WHAT THE TASK ASKS:
A faithful copy of the data below is required, leaving out every picture.

=== RECORDED DATA ===

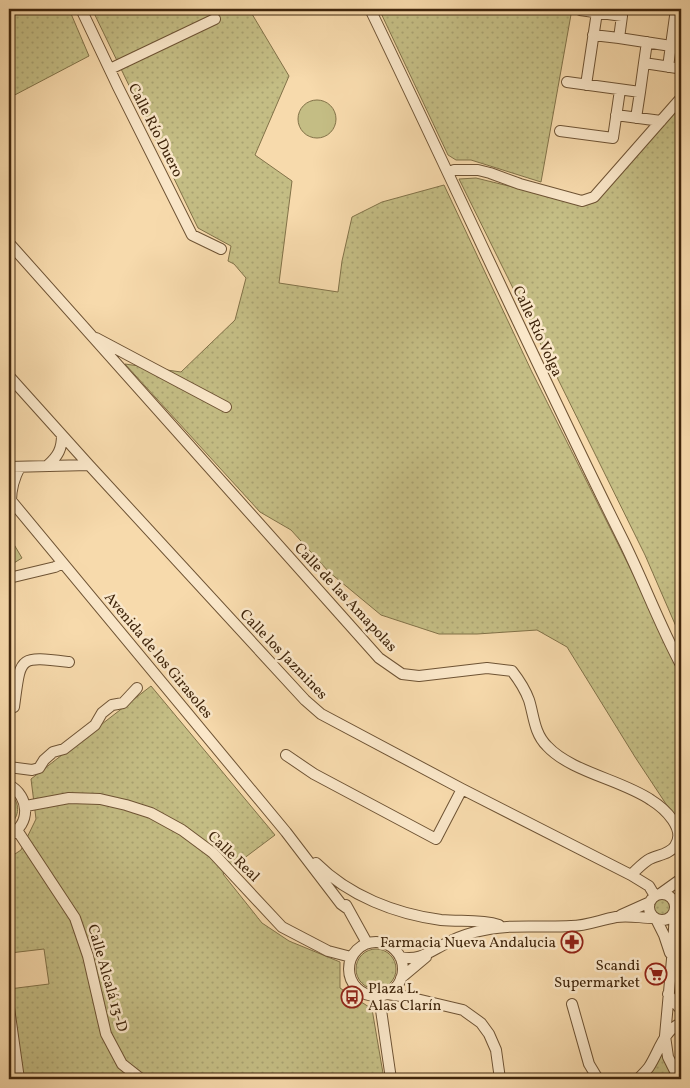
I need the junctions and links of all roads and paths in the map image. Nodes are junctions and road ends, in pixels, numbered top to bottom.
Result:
1 (81, 9) edge
2 (370, 9) edge
3 (580, 10) dead end
4 (597, 12) junction
5 (623, 12) edge
6 (678, 14) edge
7 (215, 19) dead end
8 (593, 35) junction
9 (619, 38) junction
10 (647, 42) junction
11 (671, 46) junction
12 (644, 63) junction
13 (110, 69) junction
14 (567, 82) dead end
15 (586, 85) junction
16 (620, 90) junction
17 (640, 92) junction
18 (681, 98) edge
19 (616, 115) junction
20 (636, 118) junction
21 (661, 121) junction
22 (560, 131) dead end
23 (449, 173) junction
24 (9, 243) edge
25 (221, 250) dead end
26 (89, 334) junction
27 (9, 376) edge
28 (226, 407) dead end
29 (62, 435) junction
30 (88, 465) junction
31 (48, 466) junction
32 (13, 472) edge
33 (10, 499) edge
34 (63, 563) junction
35 (9, 578) edge
36 (69, 662) dead end
37 (681, 665) edge
38 (13, 678) edge
39 (137, 688) dead end
40 (14, 707) dead end
41 (286, 755) dead end
42 (9, 767) edge
43 (9, 786) edge
44 (462, 789) junction
45 (26, 806) junction
46 (13, 832) edge
47 (286, 832) junction
48 (631, 875) junction
49 (332, 878) junction
50 (681, 880) edge
51 (681, 895) edge
52 (655, 897) junction
53 (675, 908) junction
54 (348, 909) junction
55 (616, 917) junction
56 (655, 918) junction
57 (501, 926) junction
58 (367, 943) junction
59 (428, 954) junction
60 (351, 957) junction
61 (400, 957) junction
62 (671, 957) junction
63 (401, 979) junction
64 (668, 994) junction
65 (383, 995) junction
66 (408, 997) junction
67 (572, 1004) dead end
68 (9, 1008) edge
69 (681, 1010) edge
70 (681, 1023) edge
71 (665, 1036) junction
72 (679, 1078) edge
73 (19, 1079) edge
74 (141, 1079) edge
75 (391, 1079) edge
76 (500, 1079) edge
77 (598, 1079) edge
78 (638, 1079) edge
79 (666, 1079) edge

1 - 13 street, Calle Río Duero
2 - 23 street, Calle Río Volga
3 - 4 street
4 - 5 street
4 - 8 street
5 - 9 street
6 - 11 street
7 - 13 street
8 - 9 street
8 - 15 street
9 - 10 street
10 - 11 street
10 - 12 street
11 - 12 street
12 - 17 street
13 - 25 street, Calle Río Duero
14 - 15 street
15 - 16 street
16 - 17 street
16 - 19 street
17 - 20 street
18 - 21 street
19 - 20 street
19 - 22 street
20 - 21 street
21 - 23 street
23 - 37 street, Calle Río Volga
24 - 26 street, Calle de las Amapolas
26 - 28 street
26 - 48 street, Calle de las Amapolas
27 - 29 street, Calle los Jazmines
29 - 30 street, Calle los Jazmines
29 - 31 street
30 - 31 street
30 - 44 street, Calle los Jazmines
31 - 32 street
32 - 33 street
33 - 34 street, Avenida de los Girasoles
34 - 35 street
34 - 47 street, Avenida de los Girasoles
36 - 38 street
38 - 40 street
39 - 42 street
41 - 44 street
43 - 45 street
44 - 48 street, Calle los Jazmines
45 - 46 street
45 - 60 street, Calle Real
46 - 74 street, Calle Alcalá 13-D
47 - 49 street, Avenida de los Girasoles
47 - 54 street, Avenida de los Girasoles
48 - 52 street, Calle los Jazmines
49 - 54 street, Avenida de los Girasoles
49 - 57 street, Avenida de los Girasoles
50 - 52 street
51 - 53 street
52 - 53 street
52 - 55 street
52 - 56 street
53 - 56 street
53 - 62 street
54 - 58 street, Avenida de los Girasoles
55 - 56 street
55 - 57 street
56 - 62 street
57 - 59 street
58 - 60 street
58 - 61 street
59 - 61 street
59 - 63 street
60 - 65 street
61 - 63 street
62 - 64 street
63 - 65 street
63 - 66 street
64 - 69 street
64 - 71 street
65 - 66 street
65 - 75 street
66 - 76 street
67 - 77 street
68 - 73 street
70 - 71 street
71 - 72 street
71 - 78 street
72 - 79 street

===

EXPECTED OUTPUT:
I need the junctions and links of all roads and paths in the map image. Nodes are junctions and road ends, in pixels, numbered top to bottom.
Result:
1 (81, 9) edge
2 (370, 9) edge
3 (580, 10) dead end
4 (597, 12) junction
5 (623, 12) edge
6 (678, 14) edge
7 (215, 19) dead end
8 (593, 35) junction
9 (619, 38) junction
10 (647, 42) junction
11 (671, 46) junction
12 (644, 63) junction
13 (110, 69) junction
14 (567, 82) dead end
15 (586, 85) junction
16 (620, 90) junction
17 (640, 92) junction
18 (681, 98) edge
19 (616, 115) junction
20 (636, 118) junction
21 (661, 121) junction
22 (560, 131) dead end
23 (449, 173) junction
24 (9, 243) edge
25 (221, 250) dead end
26 (89, 334) junction
27 (9, 376) edge
28 (226, 407) dead end
29 (62, 435) junction
30 (88, 465) junction
31 (48, 466) junction
32 (13, 472) edge
33 (10, 499) edge
34 (63, 563) junction
35 (9, 578) edge
36 (69, 662) dead end
37 (681, 665) edge
38 (13, 678) edge
39 (137, 688) dead end
40 (14, 707) dead end
41 (286, 755) dead end
42 (9, 767) edge
43 (9, 786) edge
44 (462, 789) junction
45 (26, 806) junction
46 (13, 832) edge
47 (286, 832) junction
48 (631, 875) junction
49 (332, 878) junction
50 (681, 880) edge
51 (681, 895) edge
52 (655, 897) junction
53 (675, 908) junction
54 (348, 909) junction
55 (616, 917) junction
56 (655, 918) junction
57 (501, 926) junction
58 (367, 943) junction
59 (428, 954) junction
60 (351, 957) junction
61 (400, 957) junction
62 (671, 957) junction
63 (401, 979) junction
64 (668, 994) junction
65 (383, 995) junction
66 (408, 997) junction
67 (572, 1004) dead end
68 (9, 1008) edge
69 (681, 1010) edge
70 (681, 1023) edge
71 (665, 1036) junction
72 (679, 1078) edge
73 (19, 1079) edge
74 (141, 1079) edge
75 (391, 1079) edge
76 (500, 1079) edge
77 (598, 1079) edge
78 (638, 1079) edge
79 (666, 1079) edge

1 - 13 street, Calle Río Duero
2 - 23 street, Calle Río Volga
3 - 4 street
4 - 5 street
4 - 8 street
5 - 9 street
6 - 11 street
7 - 13 street
8 - 9 street
8 - 15 street
9 - 10 street
10 - 11 street
10 - 12 street
11 - 12 street
12 - 17 street
13 - 25 street, Calle Río Duero
14 - 15 street
15 - 16 street
16 - 17 street
16 - 19 street
17 - 20 street
18 - 21 street
19 - 20 street
19 - 22 street
20 - 21 street
21 - 23 street
23 - 37 street, Calle Río Volga
24 - 26 street, Calle de las Amapolas
26 - 28 street
26 - 48 street, Calle de las Amapolas
27 - 29 street, Calle los Jazmines
29 - 30 street, Calle los Jazmines
29 - 31 street
30 - 31 street
30 - 44 street, Calle los Jazmines
31 - 32 street
32 - 33 street
33 - 34 street, Avenida de los Girasoles
34 - 35 street
34 - 47 street, Avenida de los Girasoles
36 - 38 street
38 - 40 street
39 - 42 street
41 - 44 street
43 - 45 street
44 - 48 street, Calle los Jazmines
45 - 46 street
45 - 60 street, Calle Real
46 - 74 street, Calle Alcalá 13-D
47 - 49 street, Avenida de los Girasoles
47 - 54 street, Avenida de los Girasoles
48 - 52 street, Calle los Jazmines
49 - 54 street, Avenida de los Girasoles
49 - 57 street, Avenida de los Girasoles
50 - 52 street
51 - 53 street
52 - 53 street
52 - 55 street
52 - 56 street
53 - 56 street
53 - 62 street
54 - 58 street, Avenida de los Girasoles
55 - 56 street
55 - 57 street
56 - 62 street
57 - 59 street
58 - 60 street
58 - 61 street
59 - 61 street
59 - 63 street
60 - 65 street
61 - 63 street
62 - 64 street
63 - 65 street
63 - 66 street
64 - 69 street
64 - 71 street
65 - 66 street
65 - 75 street
66 - 76 street
67 - 77 street
68 - 73 street
70 - 71 street
71 - 72 street
71 - 78 street
72 - 79 street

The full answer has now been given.